Work order — Leaving out the images, transcribe every record below exactly.

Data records
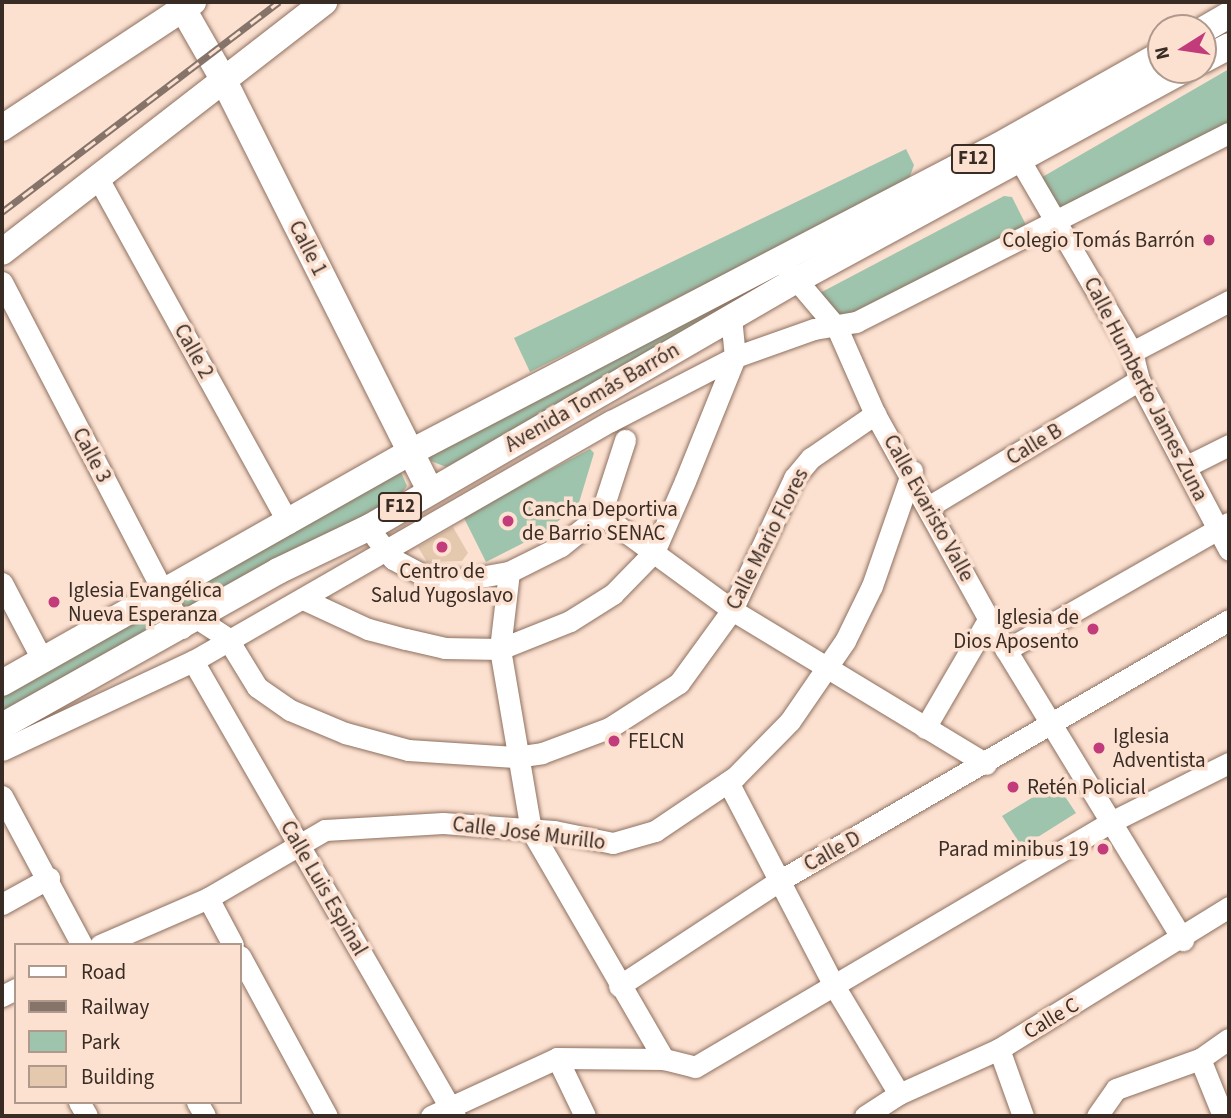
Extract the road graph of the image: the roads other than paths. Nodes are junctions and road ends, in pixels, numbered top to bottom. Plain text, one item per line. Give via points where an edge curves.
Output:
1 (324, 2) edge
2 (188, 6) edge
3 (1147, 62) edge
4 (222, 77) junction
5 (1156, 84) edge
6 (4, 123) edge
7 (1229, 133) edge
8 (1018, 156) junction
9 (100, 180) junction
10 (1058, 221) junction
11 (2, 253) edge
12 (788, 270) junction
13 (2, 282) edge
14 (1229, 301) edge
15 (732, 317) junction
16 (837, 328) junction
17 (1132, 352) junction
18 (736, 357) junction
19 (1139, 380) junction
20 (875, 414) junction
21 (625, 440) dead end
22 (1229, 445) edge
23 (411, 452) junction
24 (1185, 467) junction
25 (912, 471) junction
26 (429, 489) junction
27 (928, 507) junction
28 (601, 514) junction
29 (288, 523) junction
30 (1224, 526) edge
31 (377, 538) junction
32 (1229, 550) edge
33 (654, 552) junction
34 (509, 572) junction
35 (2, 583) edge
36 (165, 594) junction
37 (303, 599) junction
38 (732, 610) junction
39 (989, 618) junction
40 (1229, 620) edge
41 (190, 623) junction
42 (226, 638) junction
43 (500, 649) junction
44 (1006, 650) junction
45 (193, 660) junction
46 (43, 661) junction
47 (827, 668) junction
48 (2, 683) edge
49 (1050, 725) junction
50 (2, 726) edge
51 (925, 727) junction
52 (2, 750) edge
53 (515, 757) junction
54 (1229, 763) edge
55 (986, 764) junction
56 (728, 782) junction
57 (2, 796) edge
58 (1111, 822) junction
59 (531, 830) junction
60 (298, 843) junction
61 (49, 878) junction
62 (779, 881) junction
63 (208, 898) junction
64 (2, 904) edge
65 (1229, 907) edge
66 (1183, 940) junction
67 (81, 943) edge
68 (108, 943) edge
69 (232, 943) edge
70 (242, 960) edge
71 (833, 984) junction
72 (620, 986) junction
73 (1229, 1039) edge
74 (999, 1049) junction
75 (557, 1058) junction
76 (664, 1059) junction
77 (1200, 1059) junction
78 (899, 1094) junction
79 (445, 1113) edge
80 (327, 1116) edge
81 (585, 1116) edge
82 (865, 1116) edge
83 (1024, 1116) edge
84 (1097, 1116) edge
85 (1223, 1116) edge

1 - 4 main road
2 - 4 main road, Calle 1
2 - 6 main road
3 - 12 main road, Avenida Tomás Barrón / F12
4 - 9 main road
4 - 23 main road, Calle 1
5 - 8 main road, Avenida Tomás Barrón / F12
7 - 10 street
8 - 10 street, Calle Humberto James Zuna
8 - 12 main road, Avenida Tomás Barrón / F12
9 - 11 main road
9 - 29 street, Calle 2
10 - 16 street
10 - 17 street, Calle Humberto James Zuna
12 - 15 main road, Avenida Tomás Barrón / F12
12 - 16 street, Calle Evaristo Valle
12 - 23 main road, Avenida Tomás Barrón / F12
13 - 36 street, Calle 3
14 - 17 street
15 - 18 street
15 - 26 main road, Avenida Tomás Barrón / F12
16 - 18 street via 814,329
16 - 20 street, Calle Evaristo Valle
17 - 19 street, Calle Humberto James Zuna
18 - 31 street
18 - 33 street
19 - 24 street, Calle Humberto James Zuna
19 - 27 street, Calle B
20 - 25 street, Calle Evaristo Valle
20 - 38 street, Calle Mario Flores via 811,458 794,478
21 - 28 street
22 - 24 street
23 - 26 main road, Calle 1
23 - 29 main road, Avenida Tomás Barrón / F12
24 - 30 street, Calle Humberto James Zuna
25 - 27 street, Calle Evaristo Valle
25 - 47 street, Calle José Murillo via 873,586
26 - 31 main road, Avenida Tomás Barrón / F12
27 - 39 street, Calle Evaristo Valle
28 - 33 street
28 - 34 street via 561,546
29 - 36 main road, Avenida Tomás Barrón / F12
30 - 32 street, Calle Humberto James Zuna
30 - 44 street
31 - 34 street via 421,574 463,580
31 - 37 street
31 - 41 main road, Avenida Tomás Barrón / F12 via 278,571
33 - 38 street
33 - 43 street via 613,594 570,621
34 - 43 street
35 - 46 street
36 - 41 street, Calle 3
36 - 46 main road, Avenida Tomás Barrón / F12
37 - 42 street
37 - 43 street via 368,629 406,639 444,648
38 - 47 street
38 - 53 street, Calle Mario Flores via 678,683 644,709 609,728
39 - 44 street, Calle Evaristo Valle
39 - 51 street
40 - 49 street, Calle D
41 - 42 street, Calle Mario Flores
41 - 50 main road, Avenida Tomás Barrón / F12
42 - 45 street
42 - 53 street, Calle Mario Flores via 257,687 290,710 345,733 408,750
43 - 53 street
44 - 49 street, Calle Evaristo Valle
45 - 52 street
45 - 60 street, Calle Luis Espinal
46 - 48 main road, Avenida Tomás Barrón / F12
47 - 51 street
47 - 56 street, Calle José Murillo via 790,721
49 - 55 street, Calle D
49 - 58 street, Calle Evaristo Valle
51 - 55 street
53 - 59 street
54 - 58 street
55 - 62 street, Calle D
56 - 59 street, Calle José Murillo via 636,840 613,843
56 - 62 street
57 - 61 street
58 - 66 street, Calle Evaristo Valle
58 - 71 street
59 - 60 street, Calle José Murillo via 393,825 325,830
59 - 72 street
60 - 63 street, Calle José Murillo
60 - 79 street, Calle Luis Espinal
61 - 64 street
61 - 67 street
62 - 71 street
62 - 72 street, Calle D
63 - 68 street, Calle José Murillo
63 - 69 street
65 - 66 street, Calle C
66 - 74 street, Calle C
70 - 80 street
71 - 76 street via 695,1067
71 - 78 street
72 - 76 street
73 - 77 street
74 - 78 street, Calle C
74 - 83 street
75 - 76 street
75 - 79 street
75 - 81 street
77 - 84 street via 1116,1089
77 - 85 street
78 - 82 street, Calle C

Exercise solution —
Extract the road graph of the image: the roads other than paths. Nodes are junctions and road ends, in pixels, numbered top to bottom. Plain text, one item per line. Give via points where an edge curves.
Output:
1 (324, 2) edge
2 (188, 6) edge
3 (1147, 62) edge
4 (222, 77) junction
5 (1156, 84) edge
6 (4, 123) edge
7 (1229, 133) edge
8 (1018, 156) junction
9 (100, 180) junction
10 (1058, 221) junction
11 (2, 253) edge
12 (788, 270) junction
13 (2, 282) edge
14 (1229, 301) edge
15 (732, 317) junction
16 (837, 328) junction
17 (1132, 352) junction
18 (736, 357) junction
19 (1139, 380) junction
20 (875, 414) junction
21 (625, 440) dead end
22 (1229, 445) edge
23 (411, 452) junction
24 (1185, 467) junction
25 (912, 471) junction
26 (429, 489) junction
27 (928, 507) junction
28 (601, 514) junction
29 (288, 523) junction
30 (1224, 526) edge
31 (377, 538) junction
32 (1229, 550) edge
33 (654, 552) junction
34 (509, 572) junction
35 (2, 583) edge
36 (165, 594) junction
37 (303, 599) junction
38 (732, 610) junction
39 (989, 618) junction
40 (1229, 620) edge
41 (190, 623) junction
42 (226, 638) junction
43 (500, 649) junction
44 (1006, 650) junction
45 (193, 660) junction
46 (43, 661) junction
47 (827, 668) junction
48 (2, 683) edge
49 (1050, 725) junction
50 (2, 726) edge
51 (925, 727) junction
52 (2, 750) edge
53 (515, 757) junction
54 (1229, 763) edge
55 (986, 764) junction
56 (728, 782) junction
57 (2, 796) edge
58 (1111, 822) junction
59 (531, 830) junction
60 (298, 843) junction
61 (49, 878) junction
62 (779, 881) junction
63 (208, 898) junction
64 (2, 904) edge
65 (1229, 907) edge
66 (1183, 940) junction
67 (81, 943) edge
68 (108, 943) edge
69 (232, 943) edge
70 (242, 960) edge
71 (833, 984) junction
72 (620, 986) junction
73 (1229, 1039) edge
74 (999, 1049) junction
75 (557, 1058) junction
76 (664, 1059) junction
77 (1200, 1059) junction
78 (899, 1094) junction
79 (445, 1113) edge
80 (327, 1116) edge
81 (585, 1116) edge
82 (865, 1116) edge
83 (1024, 1116) edge
84 (1097, 1116) edge
85 (1223, 1116) edge

1 - 4 main road
2 - 4 main road, Calle 1
2 - 6 main road
3 - 12 main road, Avenida Tomás Barrón / F12
4 - 9 main road
4 - 23 main road, Calle 1
5 - 8 main road, Avenida Tomás Barrón / F12
7 - 10 street
8 - 10 street, Calle Humberto James Zuna
8 - 12 main road, Avenida Tomás Barrón / F12
9 - 11 main road
9 - 29 street, Calle 2
10 - 16 street
10 - 17 street, Calle Humberto James Zuna
12 - 15 main road, Avenida Tomás Barrón / F12
12 - 16 street, Calle Evaristo Valle
12 - 23 main road, Avenida Tomás Barrón / F12
13 - 36 street, Calle 3
14 - 17 street
15 - 18 street
15 - 26 main road, Avenida Tomás Barrón / F12
16 - 18 street via 814,329
16 - 20 street, Calle Evaristo Valle
17 - 19 street, Calle Humberto James Zuna
18 - 31 street
18 - 33 street
19 - 24 street, Calle Humberto James Zuna
19 - 27 street, Calle B
20 - 25 street, Calle Evaristo Valle
20 - 38 street, Calle Mario Flores via 811,458 794,478
21 - 28 street
22 - 24 street
23 - 26 main road, Calle 1
23 - 29 main road, Avenida Tomás Barrón / F12
24 - 30 street, Calle Humberto James Zuna
25 - 27 street, Calle Evaristo Valle
25 - 47 street, Calle José Murillo via 873,586
26 - 31 main road, Avenida Tomás Barrón / F12
27 - 39 street, Calle Evaristo Valle
28 - 33 street
28 - 34 street via 561,546
29 - 36 main road, Avenida Tomás Barrón / F12
30 - 32 street, Calle Humberto James Zuna
30 - 44 street
31 - 34 street via 421,574 463,580
31 - 37 street
31 - 41 main road, Avenida Tomás Barrón / F12 via 278,571
33 - 38 street
33 - 43 street via 613,594 570,621
34 - 43 street
35 - 46 street
36 - 41 street, Calle 3
36 - 46 main road, Avenida Tomás Barrón / F12
37 - 42 street
37 - 43 street via 368,629 406,639 444,648
38 - 47 street
38 - 53 street, Calle Mario Flores via 678,683 644,709 609,728
39 - 44 street, Calle Evaristo Valle
39 - 51 street
40 - 49 street, Calle D
41 - 42 street, Calle Mario Flores
41 - 50 main road, Avenida Tomás Barrón / F12
42 - 45 street
42 - 53 street, Calle Mario Flores via 257,687 290,710 345,733 408,750
43 - 53 street
44 - 49 street, Calle Evaristo Valle
45 - 52 street
45 - 60 street, Calle Luis Espinal
46 - 48 main road, Avenida Tomás Barrón / F12
47 - 51 street
47 - 56 street, Calle José Murillo via 790,721
49 - 55 street, Calle D
49 - 58 street, Calle Evaristo Valle
51 - 55 street
53 - 59 street
54 - 58 street
55 - 62 street, Calle D
56 - 59 street, Calle José Murillo via 636,840 613,843
56 - 62 street
57 - 61 street
58 - 66 street, Calle Evaristo Valle
58 - 71 street
59 - 60 street, Calle José Murillo via 393,825 325,830
59 - 72 street
60 - 63 street, Calle José Murillo
60 - 79 street, Calle Luis Espinal
61 - 64 street
61 - 67 street
62 - 71 street
62 - 72 street, Calle D
63 - 68 street, Calle José Murillo
63 - 69 street
65 - 66 street, Calle C
66 - 74 street, Calle C
70 - 80 street
71 - 76 street via 695,1067
71 - 78 street
72 - 76 street
73 - 77 street
74 - 78 street, Calle C
74 - 83 street
75 - 76 street
75 - 79 street
75 - 81 street
77 - 84 street via 1116,1089
77 - 85 street
78 - 82 street, Calle C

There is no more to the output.